Florida resident Joanna Rohrback wrote a book on her unique fitness routine and released a video.
Rohrback described her routine as "a springy, rhythmic way of moving forward, similar to a horse's gait and is ideally induced by elation."
She created the program in 1989, but her video wasn't released because of a copyright infringement on the music that she used. Last year, she created a new video that fits the times and uses public domain music.
Rohrbackhe likes to include her own rhythmic rhymes such as "cut the noose, and let it loose with the Prancercise gallop."
"It's really important because everything has rhythm. And rhyme makes rhythm out of words," she said.
Rohrback developed a "female condition" in the early 2000s that wasn't operated on, the illness kept her from exercising for ten years. Since she couldn't remain active the project had to be put on hold.
"When I spoke with publishers, they wanted guaranteed market demand but I was doing everything by myself," she said. "No support, no husband, nothing. That made it like Mt. Everest so, rather than be depressed, I shelved it for several years."

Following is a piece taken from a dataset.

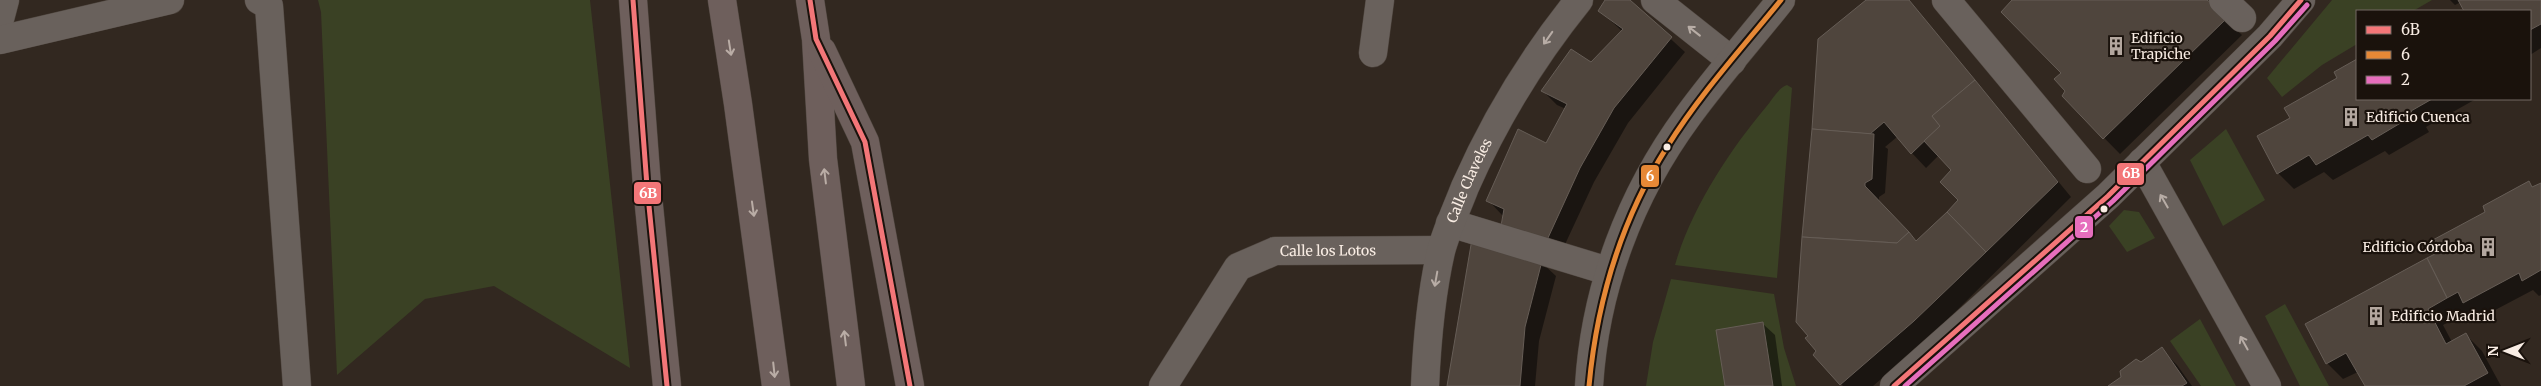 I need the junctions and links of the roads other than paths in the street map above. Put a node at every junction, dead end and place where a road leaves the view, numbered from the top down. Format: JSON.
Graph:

During her hiatus from trotting, Rohrback got her degree in Health Administration, she then worked as a social worker for the state.
"Boring!" Rohrback said. "That was for four years. I did every job under the sun while working towards my dream. Cocktail waitressing, you name it. When you're one person without connections, it's hard to do."
After years of practicing a natural healing regimen, Rohrback was able to Prancercise again at the age of 61. She even Prancercised a five kilometer Turkey Trot.
Rohrback has surprisingly never run alongside a horse, but she admits that it is her dream. She is against riding horses, and her exercise imitates a horse's gait, not riding one.
"I'm totally against horse racing and against all that, let the horse enjoy its free will," she said.